Saved entries
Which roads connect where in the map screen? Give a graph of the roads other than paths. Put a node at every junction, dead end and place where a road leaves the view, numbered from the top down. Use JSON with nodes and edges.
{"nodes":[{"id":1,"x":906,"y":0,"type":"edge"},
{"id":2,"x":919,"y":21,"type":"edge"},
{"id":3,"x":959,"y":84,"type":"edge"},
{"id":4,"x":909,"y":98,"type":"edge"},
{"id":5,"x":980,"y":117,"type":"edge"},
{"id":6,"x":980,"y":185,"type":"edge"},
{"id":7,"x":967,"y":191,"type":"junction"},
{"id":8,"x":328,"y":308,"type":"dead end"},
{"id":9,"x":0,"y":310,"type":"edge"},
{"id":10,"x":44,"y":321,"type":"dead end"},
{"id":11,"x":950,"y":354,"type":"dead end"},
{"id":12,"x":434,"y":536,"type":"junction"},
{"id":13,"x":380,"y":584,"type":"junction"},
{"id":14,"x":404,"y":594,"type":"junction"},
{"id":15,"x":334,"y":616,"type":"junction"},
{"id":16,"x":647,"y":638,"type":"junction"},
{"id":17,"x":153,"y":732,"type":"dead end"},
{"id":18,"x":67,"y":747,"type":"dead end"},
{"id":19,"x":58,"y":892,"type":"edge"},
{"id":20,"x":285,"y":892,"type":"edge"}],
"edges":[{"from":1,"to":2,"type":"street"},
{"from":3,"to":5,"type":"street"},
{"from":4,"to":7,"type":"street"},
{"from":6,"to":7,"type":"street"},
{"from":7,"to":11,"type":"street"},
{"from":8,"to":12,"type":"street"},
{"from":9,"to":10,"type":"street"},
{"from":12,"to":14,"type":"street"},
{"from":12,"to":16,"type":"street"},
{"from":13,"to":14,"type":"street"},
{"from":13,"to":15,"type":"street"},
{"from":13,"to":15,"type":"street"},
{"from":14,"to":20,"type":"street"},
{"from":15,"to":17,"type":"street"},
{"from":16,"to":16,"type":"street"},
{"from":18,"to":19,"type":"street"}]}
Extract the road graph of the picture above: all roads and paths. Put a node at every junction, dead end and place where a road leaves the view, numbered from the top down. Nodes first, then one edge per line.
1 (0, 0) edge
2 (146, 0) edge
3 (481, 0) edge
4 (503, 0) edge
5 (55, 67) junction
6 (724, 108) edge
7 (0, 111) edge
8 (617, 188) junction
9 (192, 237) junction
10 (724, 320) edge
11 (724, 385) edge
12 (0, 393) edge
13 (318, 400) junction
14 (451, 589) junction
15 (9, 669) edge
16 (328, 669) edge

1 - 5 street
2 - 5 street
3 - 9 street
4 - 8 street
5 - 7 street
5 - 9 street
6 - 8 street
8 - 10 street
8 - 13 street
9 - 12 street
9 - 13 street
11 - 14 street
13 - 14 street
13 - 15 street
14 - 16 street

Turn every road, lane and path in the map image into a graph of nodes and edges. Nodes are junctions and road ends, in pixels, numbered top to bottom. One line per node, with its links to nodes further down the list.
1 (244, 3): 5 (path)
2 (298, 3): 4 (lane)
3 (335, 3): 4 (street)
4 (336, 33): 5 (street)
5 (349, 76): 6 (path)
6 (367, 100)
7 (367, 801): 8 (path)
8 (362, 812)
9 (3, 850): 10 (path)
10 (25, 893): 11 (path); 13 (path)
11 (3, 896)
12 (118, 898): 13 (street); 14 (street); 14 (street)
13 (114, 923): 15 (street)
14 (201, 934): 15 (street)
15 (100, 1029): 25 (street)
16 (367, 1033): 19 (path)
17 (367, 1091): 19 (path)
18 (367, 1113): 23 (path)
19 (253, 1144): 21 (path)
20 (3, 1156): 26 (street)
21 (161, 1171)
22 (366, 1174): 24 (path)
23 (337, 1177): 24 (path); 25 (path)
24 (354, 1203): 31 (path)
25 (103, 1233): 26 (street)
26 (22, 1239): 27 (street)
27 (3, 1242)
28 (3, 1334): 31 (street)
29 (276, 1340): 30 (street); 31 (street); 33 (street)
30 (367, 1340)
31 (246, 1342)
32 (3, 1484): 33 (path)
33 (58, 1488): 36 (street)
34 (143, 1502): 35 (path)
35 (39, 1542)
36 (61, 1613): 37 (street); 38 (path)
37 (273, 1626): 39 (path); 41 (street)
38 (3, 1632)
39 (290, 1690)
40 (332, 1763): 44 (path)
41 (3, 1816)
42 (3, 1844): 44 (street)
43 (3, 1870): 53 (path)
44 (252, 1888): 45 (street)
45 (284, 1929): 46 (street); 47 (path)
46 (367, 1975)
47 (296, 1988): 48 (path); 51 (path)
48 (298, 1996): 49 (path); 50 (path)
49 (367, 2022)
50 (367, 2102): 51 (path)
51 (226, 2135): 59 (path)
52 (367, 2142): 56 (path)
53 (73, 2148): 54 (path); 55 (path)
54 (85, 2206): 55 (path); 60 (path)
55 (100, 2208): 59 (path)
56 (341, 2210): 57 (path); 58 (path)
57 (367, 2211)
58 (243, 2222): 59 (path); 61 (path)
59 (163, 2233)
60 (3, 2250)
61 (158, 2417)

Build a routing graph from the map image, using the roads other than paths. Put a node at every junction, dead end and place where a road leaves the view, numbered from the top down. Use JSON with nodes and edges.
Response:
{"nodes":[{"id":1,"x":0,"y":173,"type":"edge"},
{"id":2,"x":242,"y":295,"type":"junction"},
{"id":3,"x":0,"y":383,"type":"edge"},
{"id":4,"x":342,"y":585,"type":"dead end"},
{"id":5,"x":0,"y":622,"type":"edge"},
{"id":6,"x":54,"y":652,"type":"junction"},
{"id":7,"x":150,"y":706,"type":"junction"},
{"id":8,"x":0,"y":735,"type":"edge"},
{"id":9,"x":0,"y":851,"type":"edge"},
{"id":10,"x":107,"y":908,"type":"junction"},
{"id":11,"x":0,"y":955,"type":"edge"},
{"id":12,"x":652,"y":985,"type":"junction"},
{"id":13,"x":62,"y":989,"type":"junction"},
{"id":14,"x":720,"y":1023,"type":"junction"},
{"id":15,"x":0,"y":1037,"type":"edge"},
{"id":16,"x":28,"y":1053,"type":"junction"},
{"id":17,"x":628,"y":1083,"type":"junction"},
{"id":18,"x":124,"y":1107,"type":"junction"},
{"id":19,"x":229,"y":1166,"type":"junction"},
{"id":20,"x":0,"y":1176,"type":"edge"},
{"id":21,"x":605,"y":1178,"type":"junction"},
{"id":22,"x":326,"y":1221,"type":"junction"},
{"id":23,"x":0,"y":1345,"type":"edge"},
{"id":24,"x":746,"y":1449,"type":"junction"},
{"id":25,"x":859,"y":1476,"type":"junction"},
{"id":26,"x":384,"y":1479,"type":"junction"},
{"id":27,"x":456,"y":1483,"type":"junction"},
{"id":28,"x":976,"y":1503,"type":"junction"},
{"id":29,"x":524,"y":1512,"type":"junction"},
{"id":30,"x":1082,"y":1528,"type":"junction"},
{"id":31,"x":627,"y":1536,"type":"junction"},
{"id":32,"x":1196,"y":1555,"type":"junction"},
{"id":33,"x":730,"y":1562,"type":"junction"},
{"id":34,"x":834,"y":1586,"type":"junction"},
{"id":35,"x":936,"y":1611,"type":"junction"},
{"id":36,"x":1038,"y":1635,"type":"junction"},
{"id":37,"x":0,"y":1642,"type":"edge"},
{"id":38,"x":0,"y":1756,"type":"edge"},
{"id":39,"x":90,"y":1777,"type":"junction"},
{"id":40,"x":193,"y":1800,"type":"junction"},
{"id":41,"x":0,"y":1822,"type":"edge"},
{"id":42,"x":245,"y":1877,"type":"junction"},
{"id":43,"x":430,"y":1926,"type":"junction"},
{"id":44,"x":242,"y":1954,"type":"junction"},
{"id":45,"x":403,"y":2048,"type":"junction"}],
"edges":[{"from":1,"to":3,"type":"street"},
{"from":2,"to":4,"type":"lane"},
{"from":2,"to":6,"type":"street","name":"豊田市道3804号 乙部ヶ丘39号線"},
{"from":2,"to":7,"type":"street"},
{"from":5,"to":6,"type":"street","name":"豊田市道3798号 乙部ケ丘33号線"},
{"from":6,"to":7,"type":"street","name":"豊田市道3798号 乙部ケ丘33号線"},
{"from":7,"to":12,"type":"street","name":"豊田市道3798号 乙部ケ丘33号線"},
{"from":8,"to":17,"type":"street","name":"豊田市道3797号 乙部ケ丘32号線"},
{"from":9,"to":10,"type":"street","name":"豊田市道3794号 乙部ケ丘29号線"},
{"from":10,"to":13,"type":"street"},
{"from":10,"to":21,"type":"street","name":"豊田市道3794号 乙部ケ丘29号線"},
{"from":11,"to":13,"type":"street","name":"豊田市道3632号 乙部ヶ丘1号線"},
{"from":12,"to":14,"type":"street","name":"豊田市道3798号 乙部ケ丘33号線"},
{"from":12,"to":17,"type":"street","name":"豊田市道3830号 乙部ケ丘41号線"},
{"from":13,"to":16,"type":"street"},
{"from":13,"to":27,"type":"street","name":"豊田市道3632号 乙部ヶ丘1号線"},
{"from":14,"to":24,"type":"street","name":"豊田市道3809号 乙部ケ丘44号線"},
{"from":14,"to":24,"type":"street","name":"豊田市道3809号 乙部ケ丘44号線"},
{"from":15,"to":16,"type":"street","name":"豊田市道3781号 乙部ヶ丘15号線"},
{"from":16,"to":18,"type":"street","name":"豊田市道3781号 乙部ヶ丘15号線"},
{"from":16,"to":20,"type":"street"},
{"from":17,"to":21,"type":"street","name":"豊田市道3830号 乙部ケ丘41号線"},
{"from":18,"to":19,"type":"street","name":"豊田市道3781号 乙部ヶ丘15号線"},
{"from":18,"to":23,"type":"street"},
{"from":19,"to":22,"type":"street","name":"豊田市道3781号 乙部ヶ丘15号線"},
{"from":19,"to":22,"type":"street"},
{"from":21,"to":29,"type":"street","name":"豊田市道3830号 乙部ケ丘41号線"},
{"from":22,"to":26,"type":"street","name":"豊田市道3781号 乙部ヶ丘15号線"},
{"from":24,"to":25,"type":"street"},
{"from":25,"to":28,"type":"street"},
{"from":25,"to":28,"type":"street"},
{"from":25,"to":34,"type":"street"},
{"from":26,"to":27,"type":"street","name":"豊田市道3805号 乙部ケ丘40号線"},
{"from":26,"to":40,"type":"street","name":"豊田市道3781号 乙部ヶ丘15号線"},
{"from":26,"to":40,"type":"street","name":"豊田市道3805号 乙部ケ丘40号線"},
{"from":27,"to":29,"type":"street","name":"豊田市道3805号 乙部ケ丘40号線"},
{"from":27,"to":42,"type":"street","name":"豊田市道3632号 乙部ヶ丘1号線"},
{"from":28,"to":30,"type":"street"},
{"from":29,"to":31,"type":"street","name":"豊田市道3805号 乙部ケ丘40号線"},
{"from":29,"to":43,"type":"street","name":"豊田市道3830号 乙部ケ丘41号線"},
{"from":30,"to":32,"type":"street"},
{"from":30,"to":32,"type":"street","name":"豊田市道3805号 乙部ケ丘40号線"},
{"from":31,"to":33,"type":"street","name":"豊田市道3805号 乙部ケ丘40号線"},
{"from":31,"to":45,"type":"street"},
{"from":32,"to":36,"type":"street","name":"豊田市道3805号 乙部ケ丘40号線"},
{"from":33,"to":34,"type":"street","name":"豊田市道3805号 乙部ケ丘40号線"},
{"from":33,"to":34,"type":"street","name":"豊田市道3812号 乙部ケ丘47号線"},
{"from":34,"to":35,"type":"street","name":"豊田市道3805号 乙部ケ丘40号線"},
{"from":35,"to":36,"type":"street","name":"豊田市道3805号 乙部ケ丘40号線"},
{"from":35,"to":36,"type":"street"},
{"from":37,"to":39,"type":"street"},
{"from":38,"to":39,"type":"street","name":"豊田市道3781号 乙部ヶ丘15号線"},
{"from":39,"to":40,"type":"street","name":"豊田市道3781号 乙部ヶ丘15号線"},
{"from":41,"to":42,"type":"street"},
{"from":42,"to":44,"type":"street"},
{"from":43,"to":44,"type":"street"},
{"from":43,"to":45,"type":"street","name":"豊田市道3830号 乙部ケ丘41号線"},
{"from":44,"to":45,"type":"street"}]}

**EXERCISE GOAL:**
Among the lines above, return those that contain the string "every".

**RESULT FOR THIS EXERCISE:**
Which roads connect where in the map screen? Give a graph of the roads other than paths. Put a node at every junction, dead end and place where a road leaves the view, numbered from the top down. Use JSON with nodes and edges.
Extract the road graph of the picture above: all roads and paths. Put a node at every junction, dead end and place where a road leaves the view, numbered from the top down. Nodes first, then one edge per line.
Turn every road, lane and path in the map image into a graph of nodes and edges. Nodes are junctions and road ends, in pixels, numbered top to bottom. One line per node, with its links to nodes further down the list.
Build a routing graph from the map image, using the roads other than paths. Put a node at every junction, dead end and place where a road leaves the view, numbered from the top down. Use JSON with nodes and edges.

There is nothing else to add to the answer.